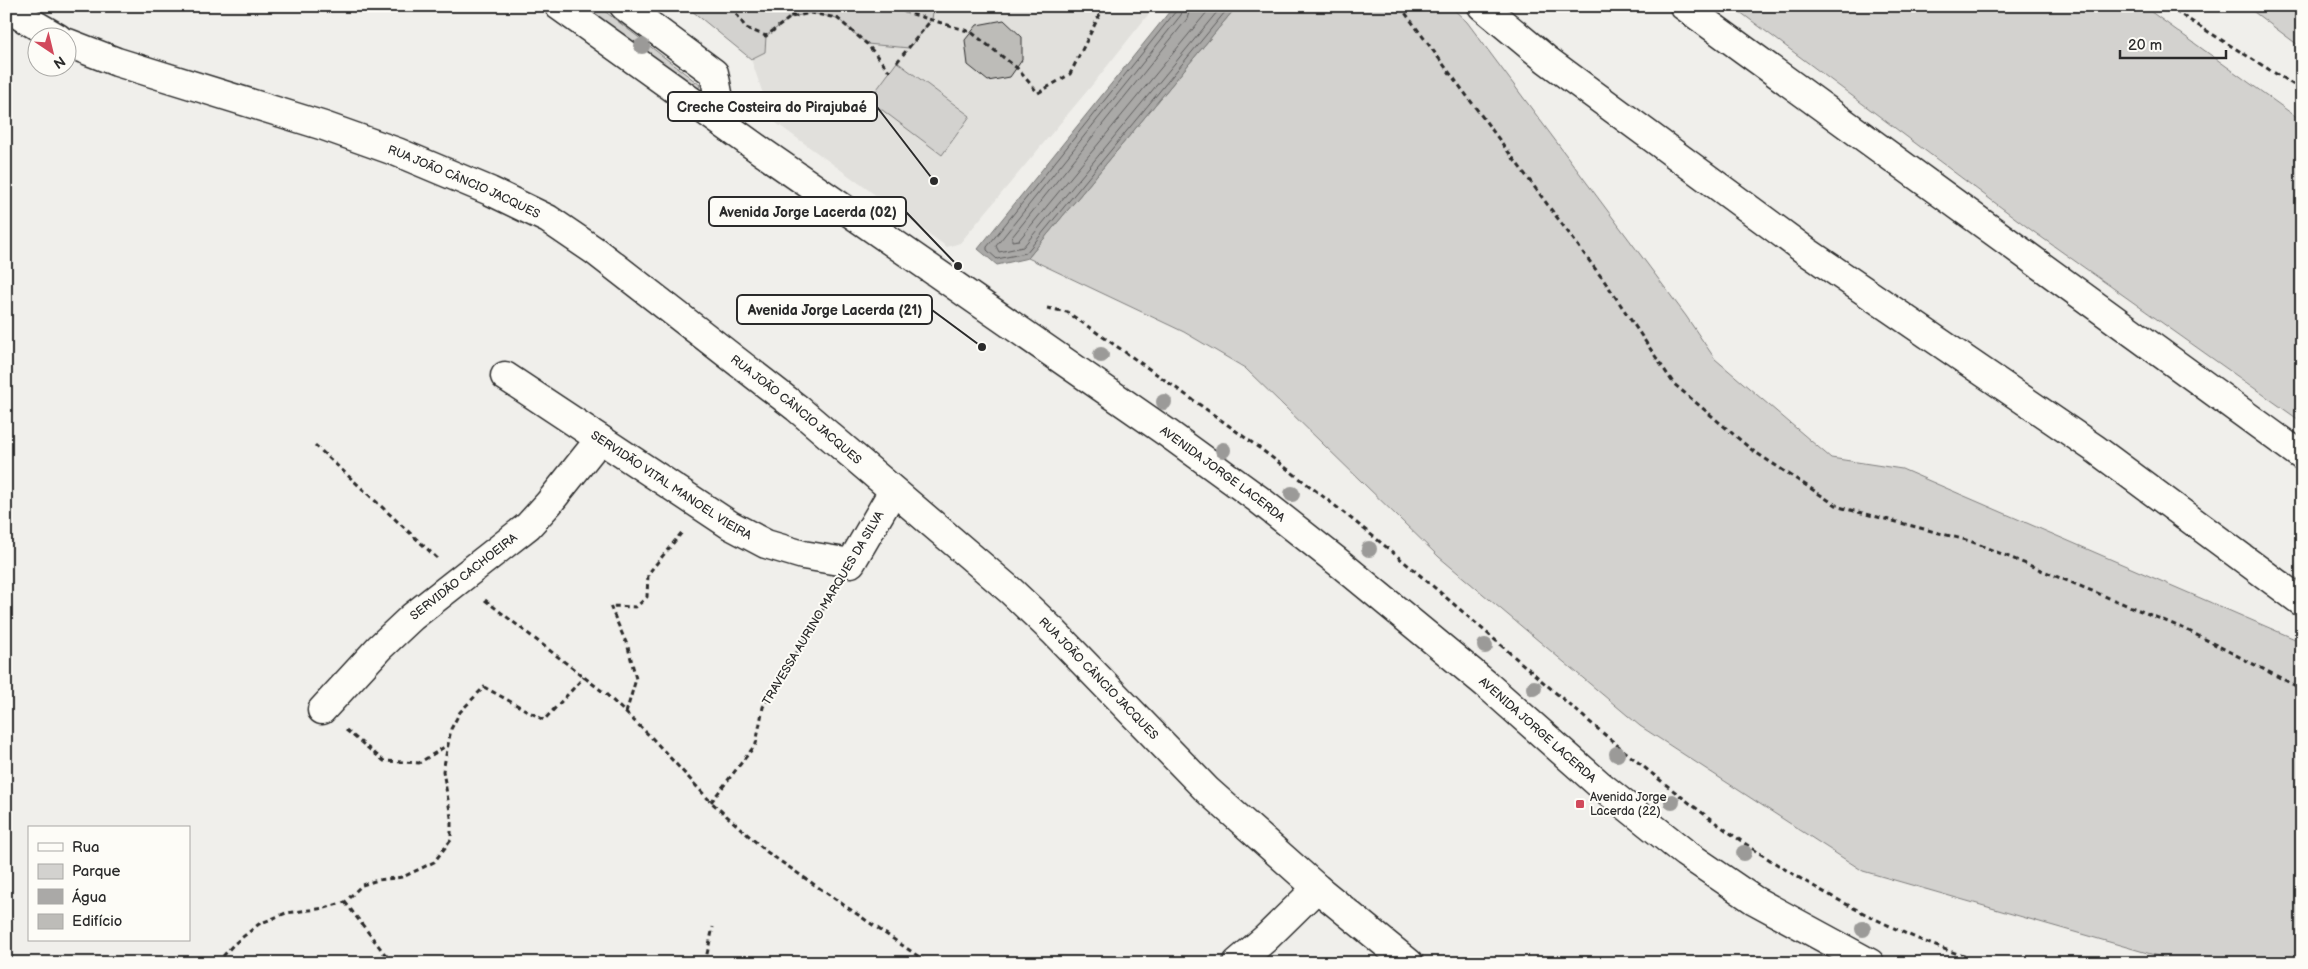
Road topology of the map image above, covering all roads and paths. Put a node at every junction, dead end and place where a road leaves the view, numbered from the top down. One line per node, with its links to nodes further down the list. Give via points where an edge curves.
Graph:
1 (8, 6): 14 (main road)
2 (559, 6): 19 (main road, AVENIDA JORGE LACERDA)
3 (624, 6): 19 (main road, via 714,73)
4 (731, 6): 12 (path, via 746,28 766,36)
5 (797, 6): 12 (path)
6 (886, 6): 13 (path)
7 (1104, 6): 13 (path, via 1070,74 1038,93 1017,68 971,32)
8 (1400, 6): 31 (path, via 1608,286 1674,384 1752,450 1839,507 1970,541 2185,629)
9 (1482, 6): 29 (main road, via 1547,60 1806,251 2094,448)
10 (1684, 6): 24 (main road)
11 (2167, 6): 18 (path)
12 (791, 17): 17 (path, via 811,13 837,18 867,44)
13 (932, 19): 16 (path)
14 (41, 28)
15 (78, 47): 25 (main road, RUA JOÃO CÂNCIO JACQUES, via 397,152 548,219 595,251 789,402)
16 (897, 62)
17 (890, 72)
18 (2302, 90)
19 (724, 124): 45 (main road, AVENIDA JORGE LACERDA, via 1258,499 1479,678 1600,785 1685,853 1754,900)
20 (1037, 306): 46 (path, via 1067,312 1284,465 1370,533 1632,757 1710,819 1777,864 1846,903 1910,936)
21 (505, 376): 22 (main road, SERVIDÃO VITAL MANOEL VIEIRA)
22 (600, 439): 26 (main road, SERVIDÃO VITAL MANOEL VIEIRA); 28 (main road, SERVIDÃO CACHOEIRA, via 528,526)
23 (315, 445): 28 (path)
24 (2302, 456)
25 (893, 491): 27 (main road, TRAVESSA AURINO MARQUES DA SILVA); 36 (main road, RUA JOÃO CÂNCIO JACQUES, via 1011,591 1207,790)
26 (702, 507): 27 (main road, SERVIDÃO VITAL MANOEL VIEIRA, via 766,544 804,556); 33 (path, via 648,574 647,597 636,606 610,606 628,647 636,679)
27 (851, 563): 35 (path, TRAVESSA AURINO MARQUES DA SILVA, via 763,707 756,744)
28 (460, 580): 30 (path); 32 (main road, SERVIDÃO CACHOEIRA, via 412,617 379,648)
29 (2302, 602)
30 (584, 677): 33 (path); 34 (path, via 544,720 484,687 460,712)
31 (2302, 689)
32 (322, 710): 34 (path, via 384,761 418,763)
33 (626, 714): 35 (path)
34 (447, 746): 37 (path, via 442,771 451,818 451,840 434,862 403,877 362,885)
35 (711, 802): 42 (path, via 767,852)
36 (1317, 888): 43 (main road); 44 (main road, RUA JOÃO CÂNCIO JACQUES)
37 (345, 902): 39 (path, via 286,913 260,924 234,944); 40 (path)
38 (712, 926): 41 (path)
39 (218, 963)
40 (395, 963)
41 (705, 963)
42 (928, 963)
43 (1237, 963)
44 (1409, 963)
45 (1870, 963)
46 (1983, 963)

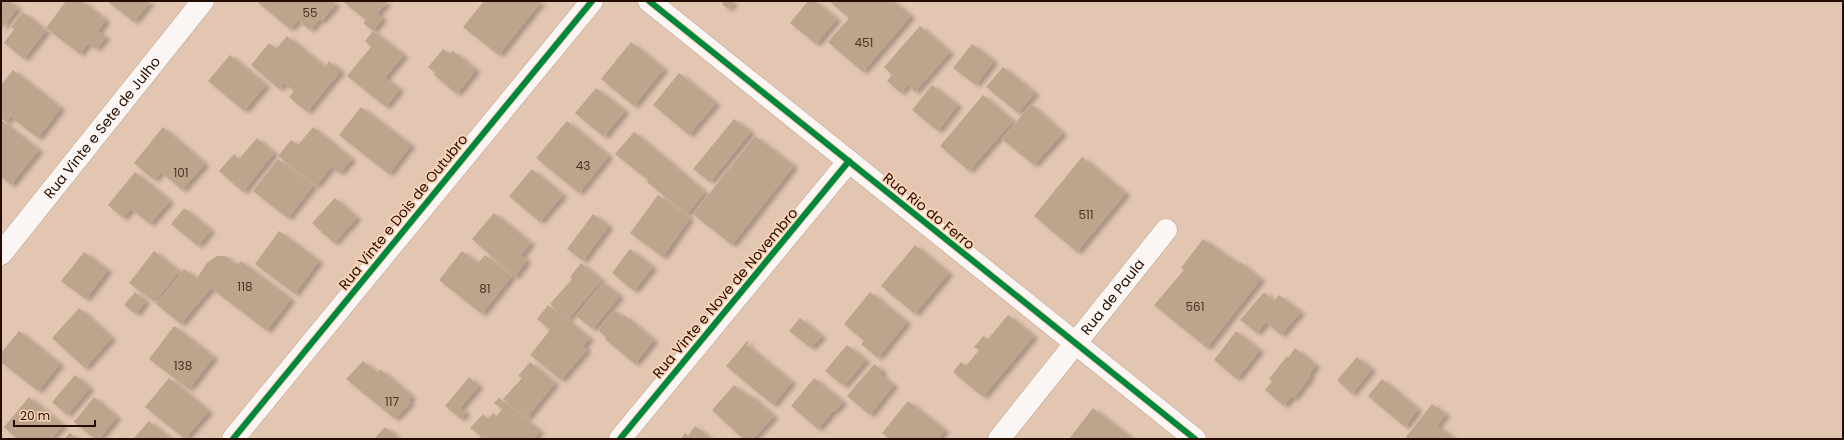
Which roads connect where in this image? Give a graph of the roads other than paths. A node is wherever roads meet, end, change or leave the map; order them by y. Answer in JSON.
{"nodes":[{"id":1,"x":203,"y":1,"type":"edge"},
{"id":2,"x":592,"y":1,"type":"edge"},
{"id":3,"x":649,"y":1,"type":"edge"},
{"id":4,"x":849,"y":161,"type":"junction"},
{"id":5,"x":1166,"y":230,"type":"dead end"},
{"id":6,"x":1,"y":254,"type":"edge"},
{"id":7,"x":1076,"y":344,"type":"junction"},
{"id":8,"x":233,"y":439,"type":"edge"},
{"id":9,"x":620,"y":439,"type":"edge"},
{"id":10,"x":999,"y":439,"type":"edge"},
{"id":11,"x":1195,"y":439,"type":"edge"}],
"edges":[{"from":1,"to":6,"type":"street","name":"Rua Vinte e Sete de Julho"},
{"from":2,"to":8,"type":"street","name":"Rua Vinte e Dois de Outubro"},
{"from":3,"to":4,"type":"street","name":"Rua Rio do Ferro"},
{"from":4,"to":7,"type":"street","name":"Rua Rio do Ferro"},
{"from":4,"to":9,"type":"street","name":"Rua Vinte e Nove de Novembro"},
{"from":5,"to":7,"type":"street","name":"Rua de Paula"},
{"from":7,"to":10,"type":"street","name":"Rua de Paula"},
{"from":7,"to":11,"type":"street","name":"Rua Rio do Ferro"}]}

###

*Aim of the task*
Reproduce every line above word for word; no images.

*Reply*
Road topology of the map image above, covering all roads and paths. Put a node at every junction, dead end and place where a road leaves the view, numbered from the top down. One line per node, with its links to nodes further down the list. Give via points where an edge curves.
Graph:
1 (8, 6): 14 (main road)
2 (559, 6): 19 (main road, AVENIDA JORGE LACERDA)
3 (624, 6): 19 (main road, via 714,73)
4 (731, 6): 12 (path, via 746,28 766,36)
5 (797, 6): 12 (path)
6 (886, 6): 13 (path)
7 (1104, 6): 13 (path, via 1070,74 1038,93 1017,68 971,32)
8 (1400, 6): 31 (path, via 1608,286 1674,384 1752,450 1839,507 1970,541 2185,629)
9 (1482, 6): 29 (main road, via 1547,60 1806,251 2094,448)
10 (1684, 6): 24 (main road)
11 (2167, 6): 18 (path)
12 (791, 17): 17 (path, via 811,13 837,18 867,44)
13 (932, 19): 16 (path)
14 (41, 28)
15 (78, 47): 25 (main road, RUA JOÃO CÂNCIO JACQUES, via 397,152 548,219 595,251 789,402)
16 (897, 62)
17 (890, 72)
18 (2302, 90)
19 (724, 124): 45 (main road, AVENIDA JORGE LACERDA, via 1258,499 1479,678 1600,785 1685,853 1754,900)
20 (1037, 306): 46 (path, via 1067,312 1284,465 1370,533 1632,757 1710,819 1777,864 1846,903 1910,936)
21 (505, 376): 22 (main road, SERVIDÃO VITAL MANOEL VIEIRA)
22 (600, 439): 26 (main road, SERVIDÃO VITAL MANOEL VIEIRA); 28 (main road, SERVIDÃO CACHOEIRA, via 528,526)
23 (315, 445): 28 (path)
24 (2302, 456)
25 (893, 491): 27 (main road, TRAVESSA AURINO MARQUES DA SILVA); 36 (main road, RUA JOÃO CÂNCIO JACQUES, via 1011,591 1207,790)
26 (702, 507): 27 (main road, SERVIDÃO VITAL MANOEL VIEIRA, via 766,544 804,556); 33 (path, via 648,574 647,597 636,606 610,606 628,647 636,679)
27 (851, 563): 35 (path, TRAVESSA AURINO MARQUES DA SILVA, via 763,707 756,744)
28 (460, 580): 30 (path); 32 (main road, SERVIDÃO CACHOEIRA, via 412,617 379,648)
29 (2302, 602)
30 (584, 677): 33 (path); 34 (path, via 544,720 484,687 460,712)
31 (2302, 689)
32 (322, 710): 34 (path, via 384,761 418,763)
33 (626, 714): 35 (path)
34 (447, 746): 37 (path, via 442,771 451,818 451,840 434,862 403,877 362,885)
35 (711, 802): 42 (path, via 767,852)
36 (1317, 888): 43 (main road); 44 (main road, RUA JOÃO CÂNCIO JACQUES)
37 (345, 902): 39 (path, via 286,913 260,924 234,944); 40 (path)
38 (712, 926): 41 (path)
39 (218, 963)
40 (395, 963)
41 (705, 963)
42 (928, 963)
43 (1237, 963)
44 (1409, 963)
45 (1870, 963)
46 (1983, 963)

Which roads connect where in this image? Give a graph of the roads other than paths. A node is wherever roads meet, end, change or leave the map; order them by y. Answer in JSON.
{"nodes":[{"id":1,"x":203,"y":1,"type":"edge"},
{"id":2,"x":592,"y":1,"type":"edge"},
{"id":3,"x":649,"y":1,"type":"edge"},
{"id":4,"x":849,"y":161,"type":"junction"},
{"id":5,"x":1166,"y":230,"type":"dead end"},
{"id":6,"x":1,"y":254,"type":"edge"},
{"id":7,"x":1076,"y":344,"type":"junction"},
{"id":8,"x":233,"y":439,"type":"edge"},
{"id":9,"x":620,"y":439,"type":"edge"},
{"id":10,"x":999,"y":439,"type":"edge"},
{"id":11,"x":1195,"y":439,"type":"edge"}],
"edges":[{"from":1,"to":6,"type":"street","name":"Rua Vinte e Sete de Julho"},
{"from":2,"to":8,"type":"street","name":"Rua Vinte e Dois de Outubro"},
{"from":3,"to":4,"type":"street","name":"Rua Rio do Ferro"},
{"from":4,"to":7,"type":"street","name":"Rua Rio do Ferro"},
{"from":4,"to":9,"type":"street","name":"Rua Vinte e Nove de Novembro"},
{"from":5,"to":7,"type":"street","name":"Rua de Paula"},
{"from":7,"to":10,"type":"street","name":"Rua de Paula"},
{"from":7,"to":11,"type":"street","name":"Rua Rio do Ferro"}]}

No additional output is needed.